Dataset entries
Content starts
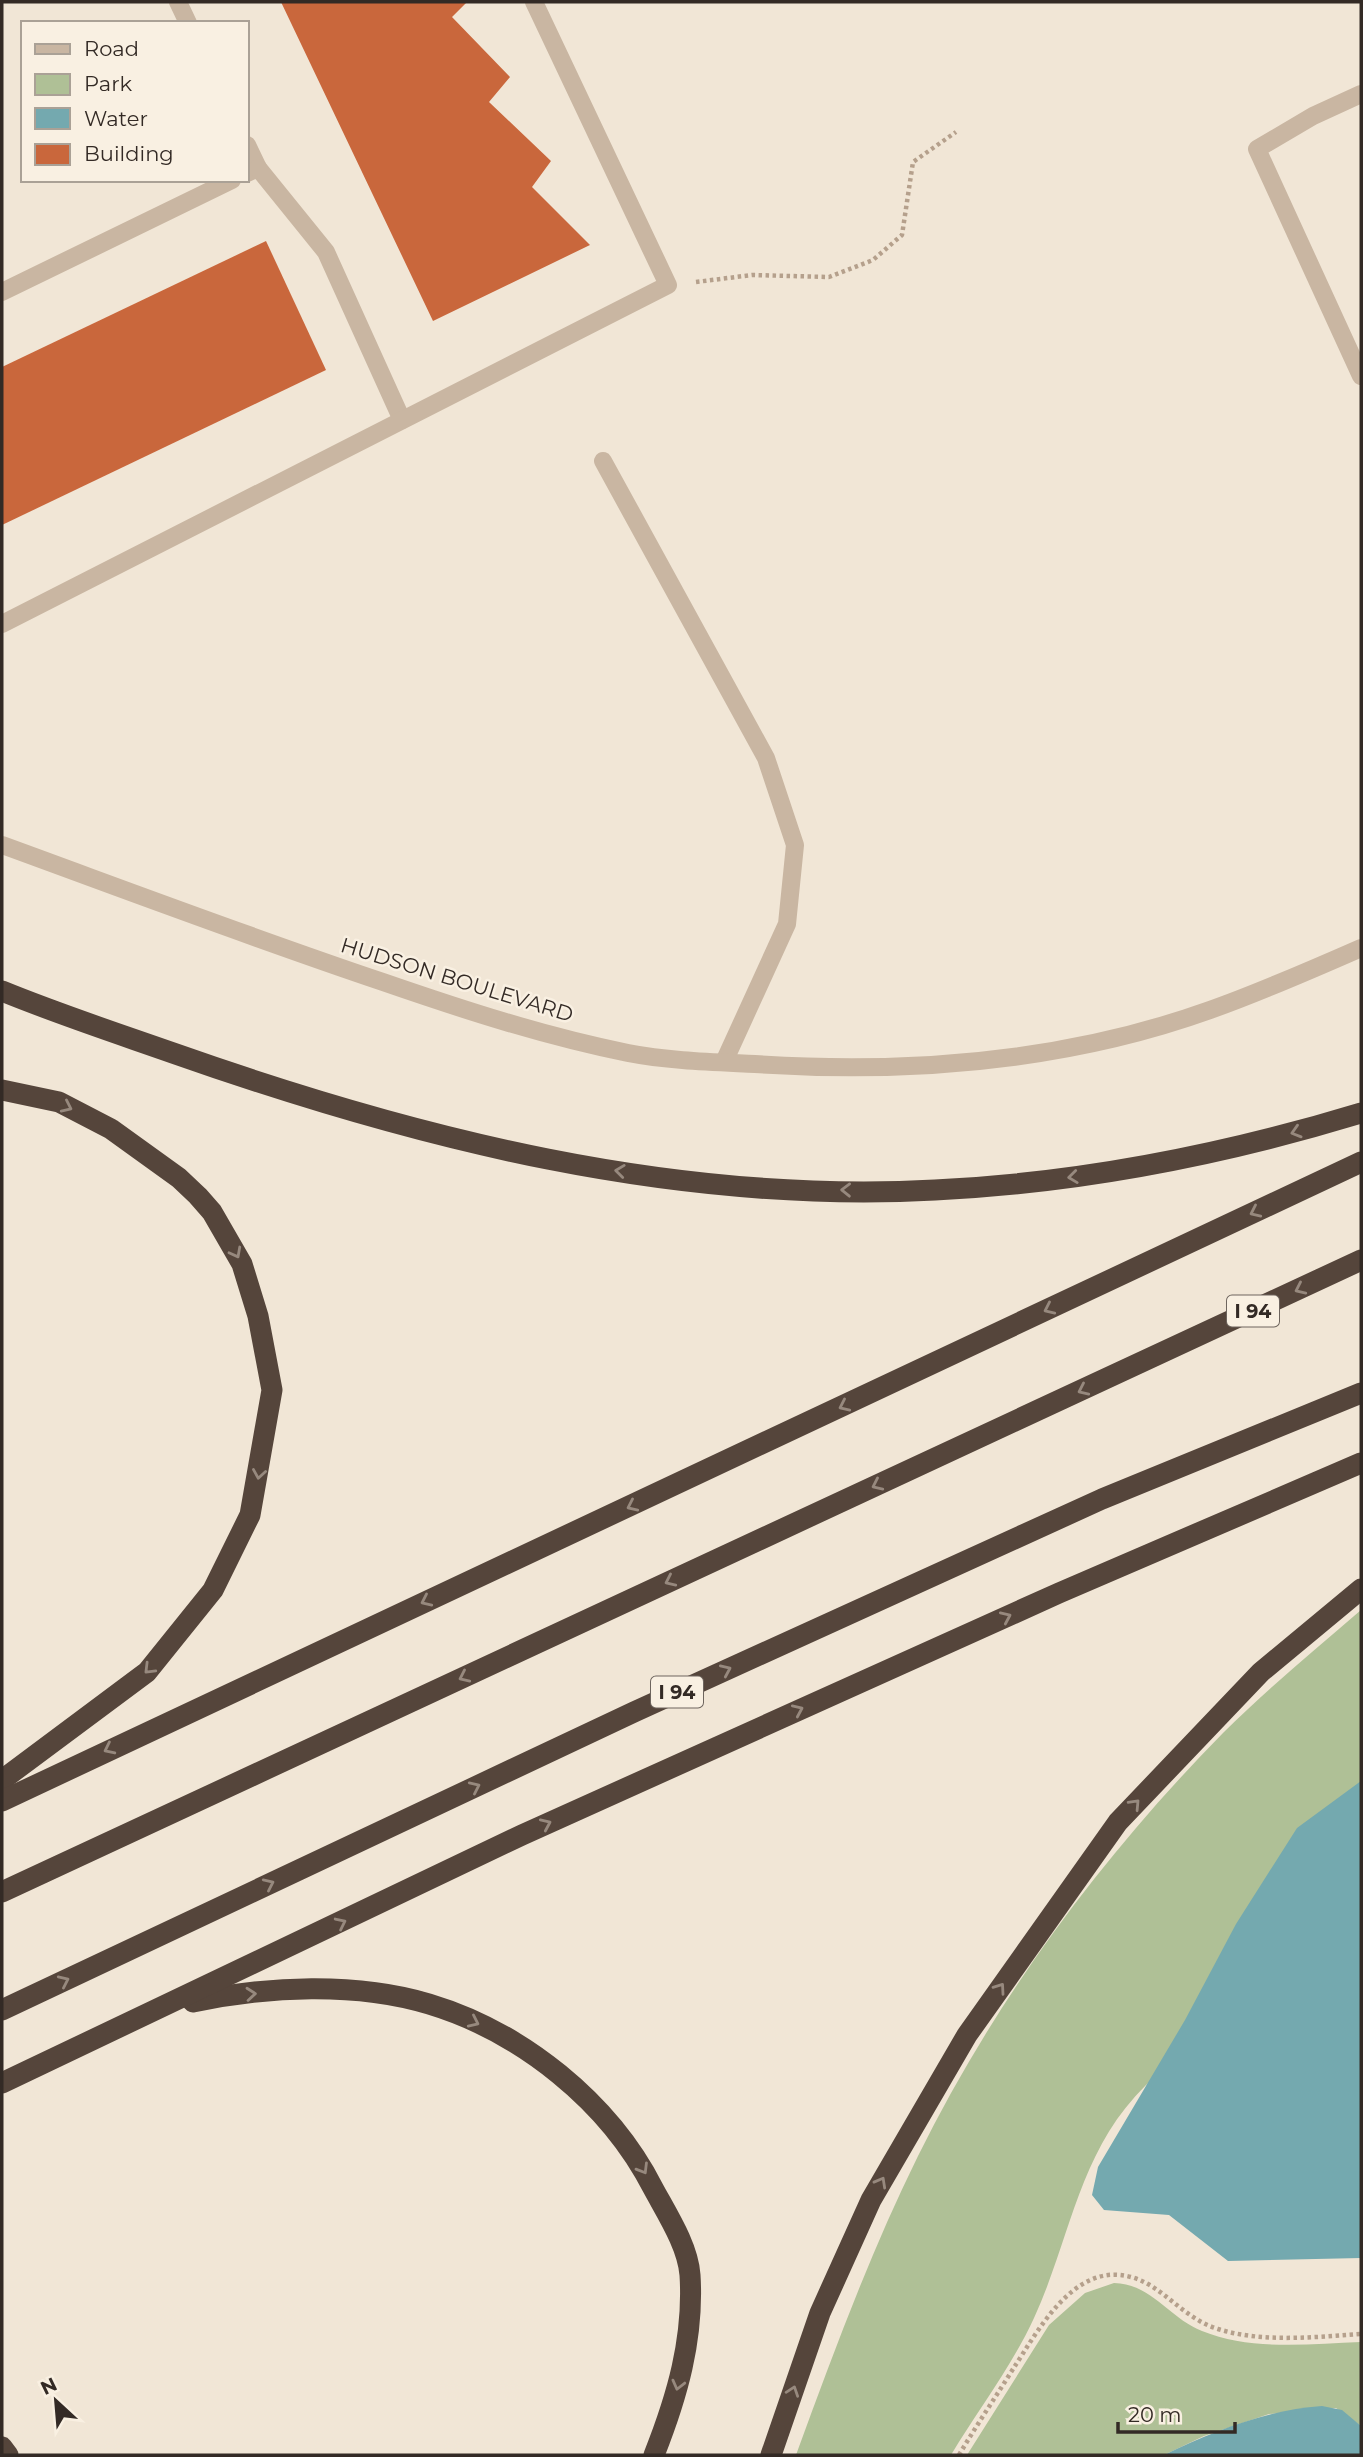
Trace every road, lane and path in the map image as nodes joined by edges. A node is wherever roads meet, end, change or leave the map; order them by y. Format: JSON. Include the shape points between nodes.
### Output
{"nodes":[{"id":1,"x":178,"y":2,"type":"edge"},
{"id":2,"x":534,"y":2,"type":"edge"},
{"id":3,"x":187,"y":21,"type":"edge"},
{"id":4,"x":1361,"y":94,"type":"edge"},
{"id":5,"x":956,"y":132,"type":"dead end"},
{"id":6,"x":248,"y":150,"type":"edge"},
{"id":7,"x":252,"y":171,"type":"edge"},
{"id":8,"x":228,"y":182,"type":"edge"},
{"id":9,"x":668,"y":285,"type":"junction"},
{"id":10,"x":2,"y":292,"type":"edge"},
{"id":11,"x":1361,"y":376,"type":"edge"},
{"id":12,"x":402,"y":420,"type":"junction"},
{"id":13,"x":603,"y":461,"type":"dead end"},
{"id":14,"x":2,"y":624,"type":"edge"},
{"id":15,"x":2,"y":845,"type":"edge"},
{"id":16,"x":1361,"y":948,"type":"edge"},
{"id":17,"x":2,"y":991,"type":"edge"},
{"id":18,"x":724,"y":1062,"type":"junction"},
{"id":19,"x":2,"y":1090,"type":"edge"},
{"id":20,"x":1361,"y":1113,"type":"edge"},
{"id":21,"x":1361,"y":1162,"type":"edge"},
{"id":22,"x":1361,"y":1260,"type":"edge"},
{"id":23,"x":1361,"y":1394,"type":"edge"},
{"id":24,"x":1361,"y":1463,"type":"edge"},
{"id":25,"x":1361,"y":1589,"type":"edge"},
{"id":26,"x":2,"y":1780,"type":"edge"},
{"id":27,"x":2,"y":1801,"type":"edge"},
{"id":28,"x":2,"y":1892,"type":"edge"},
{"id":29,"x":2,"y":2010,"type":"edge"},
{"id":30,"x":115,"y":2030,"type":"junction"},
{"id":31,"x":2,"y":2083,"type":"edge"},
{"id":32,"x":1361,"y":2334,"type":"edge"},
{"id":33,"x":2,"y":2447,"type":"edge"},
{"id":34,"x":8,"y":2455,"type":"edge"},
{"id":35,"x":654,"y":2455,"type":"edge"},
{"id":36,"x":771,"y":2455,"type":"edge"},
{"id":37,"x":959,"y":2455,"type":"edge"}],
"edges":[{"from":1,"to":3,"type":"street"},
{"from":2,"to":9,"type":"street"},
{"from":4,"to":11,"type":"street","via":[[1257,149]]},
{"from":5,"to":9,"type":"path","via":[[913,162],[902,235],[873,260],[829,277],[752,275]]},
{"from":6,"to":7,"type":"street"},
{"from":7,"to":12,"type":"street","via":[[326,252]]},
{"from":8,"to":10,"type":"street"},
{"from":9,"to":12,"type":"street"},
{"from":12,"to":14,"type":"street"},
{"from":13,"to":18,"type":"street","via":[[766,758],[795,845],[787,924]]},
{"from":15,"to":18,"type":"street","name":"HUDSON BOULEVARD","via":[[522,1029],[632,1054]]},
{"from":16,"to":18,"type":"street","name":"HUDSON BOULEVARD","via":[[1207,1012],[1103,1040],[1007,1058],[928,1068],[819,1069]]},
{"from":20,"to":17,"type":"highway","one_way":true,"via":[[1276,1138],[1127,1170],[1023,1182],[934,1191],[732,1185],[576,1166],[388,1122],[259,1083]]},
{"from":19,"to":26,"type":"highway","one_way":true,"via":[[59,1102],[111,1129],[198,1196],[242,1264],[258,1316],[272,1390],[250,1515],[213,1590],[147,1672]]},
{"from":21,"to":27,"type":"highway","one_way":true},
{"from":22,"to":28,"type":"highway","number":"I 94","one_way":true},
{"from":29,"to":23,"type":"highway","number":"I 94","one_way":true,"via":[[621,1718],[1102,1499]]},
{"from":30,"to":24,"type":"highway","one_way":true,"via":[[522,1835],[1059,1593]]},
{"from":36,"to":25,"type":"highway","one_way":true,"via":[[820,2312],[871,2200],[967,2035],[1118,1822],[1261,1672]]},
{"from":30,"to":31,"type":"highway"},
{"from":30,"to":35,"type":"highway","one_way":true,"via":[[194,2001],[226,1996],[359,1992],[430,2004],[472,2021],[558,2073],[616,2130],[643,2168],[672,2224],[690,2273],[689,2342],[673,2407]]},
{"from":32,"to":37,"type":"path","via":[[1281,2338],[1240,2334],[1201,2323],[1140,2280],[1102,2278],[1081,2287],[1052,2310]]},
{"from":33,"to":34,"type":"highway"}]}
Content ends
Could you transcribe all of the data exactly, keeping every picture out of the copy?

Trace every road, lane and path in the map image as nodes joined by edges. A node is wherever roads meet, end, change or leave the map; order them by y. Format: JSON. Include the shape points between nodes.
### Output
{"nodes":[{"id":1,"x":178,"y":2,"type":"edge"},
{"id":2,"x":534,"y":2,"type":"edge"},
{"id":3,"x":187,"y":21,"type":"edge"},
{"id":4,"x":1361,"y":94,"type":"edge"},
{"id":5,"x":956,"y":132,"type":"dead end"},
{"id":6,"x":248,"y":150,"type":"edge"},
{"id":7,"x":252,"y":171,"type":"edge"},
{"id":8,"x":228,"y":182,"type":"edge"},
{"id":9,"x":668,"y":285,"type":"junction"},
{"id":10,"x":2,"y":292,"type":"edge"},
{"id":11,"x":1361,"y":376,"type":"edge"},
{"id":12,"x":402,"y":420,"type":"junction"},
{"id":13,"x":603,"y":461,"type":"dead end"},
{"id":14,"x":2,"y":624,"type":"edge"},
{"id":15,"x":2,"y":845,"type":"edge"},
{"id":16,"x":1361,"y":948,"type":"edge"},
{"id":17,"x":2,"y":991,"type":"edge"},
{"id":18,"x":724,"y":1062,"type":"junction"},
{"id":19,"x":2,"y":1090,"type":"edge"},
{"id":20,"x":1361,"y":1113,"type":"edge"},
{"id":21,"x":1361,"y":1162,"type":"edge"},
{"id":22,"x":1361,"y":1260,"type":"edge"},
{"id":23,"x":1361,"y":1394,"type":"edge"},
{"id":24,"x":1361,"y":1463,"type":"edge"},
{"id":25,"x":1361,"y":1589,"type":"edge"},
{"id":26,"x":2,"y":1780,"type":"edge"},
{"id":27,"x":2,"y":1801,"type":"edge"},
{"id":28,"x":2,"y":1892,"type":"edge"},
{"id":29,"x":2,"y":2010,"type":"edge"},
{"id":30,"x":115,"y":2030,"type":"junction"},
{"id":31,"x":2,"y":2083,"type":"edge"},
{"id":32,"x":1361,"y":2334,"type":"edge"},
{"id":33,"x":2,"y":2447,"type":"edge"},
{"id":34,"x":8,"y":2455,"type":"edge"},
{"id":35,"x":654,"y":2455,"type":"edge"},
{"id":36,"x":771,"y":2455,"type":"edge"},
{"id":37,"x":959,"y":2455,"type":"edge"}],
"edges":[{"from":1,"to":3,"type":"street"},
{"from":2,"to":9,"type":"street"},
{"from":4,"to":11,"type":"street","via":[[1257,149]]},
{"from":5,"to":9,"type":"path","via":[[913,162],[902,235],[873,260],[829,277],[752,275]]},
{"from":6,"to":7,"type":"street"},
{"from":7,"to":12,"type":"street","via":[[326,252]]},
{"from":8,"to":10,"type":"street"},
{"from":9,"to":12,"type":"street"},
{"from":12,"to":14,"type":"street"},
{"from":13,"to":18,"type":"street","via":[[766,758],[795,845],[787,924]]},
{"from":15,"to":18,"type":"street","name":"HUDSON BOULEVARD","via":[[522,1029],[632,1054]]},
{"from":16,"to":18,"type":"street","name":"HUDSON BOULEVARD","via":[[1207,1012],[1103,1040],[1007,1058],[928,1068],[819,1069]]},
{"from":20,"to":17,"type":"highway","one_way":true,"via":[[1276,1138],[1127,1170],[1023,1182],[934,1191],[732,1185],[576,1166],[388,1122],[259,1083]]},
{"from":19,"to":26,"type":"highway","one_way":true,"via":[[59,1102],[111,1129],[198,1196],[242,1264],[258,1316],[272,1390],[250,1515],[213,1590],[147,1672]]},
{"from":21,"to":27,"type":"highway","one_way":true},
{"from":22,"to":28,"type":"highway","number":"I 94","one_way":true},
{"from":29,"to":23,"type":"highway","number":"I 94","one_way":true,"via":[[621,1718],[1102,1499]]},
{"from":30,"to":24,"type":"highway","one_way":true,"via":[[522,1835],[1059,1593]]},
{"from":36,"to":25,"type":"highway","one_way":true,"via":[[820,2312],[871,2200],[967,2035],[1118,1822],[1261,1672]]},
{"from":30,"to":31,"type":"highway"},
{"from":30,"to":35,"type":"highway","one_way":true,"via":[[194,2001],[226,1996],[359,1992],[430,2004],[472,2021],[558,2073],[616,2130],[643,2168],[672,2224],[690,2273],[689,2342],[673,2407]]},
{"from":32,"to":37,"type":"path","via":[[1281,2338],[1240,2334],[1201,2323],[1140,2280],[1102,2278],[1081,2287],[1052,2310]]},
{"from":33,"to":34,"type":"highway"}]}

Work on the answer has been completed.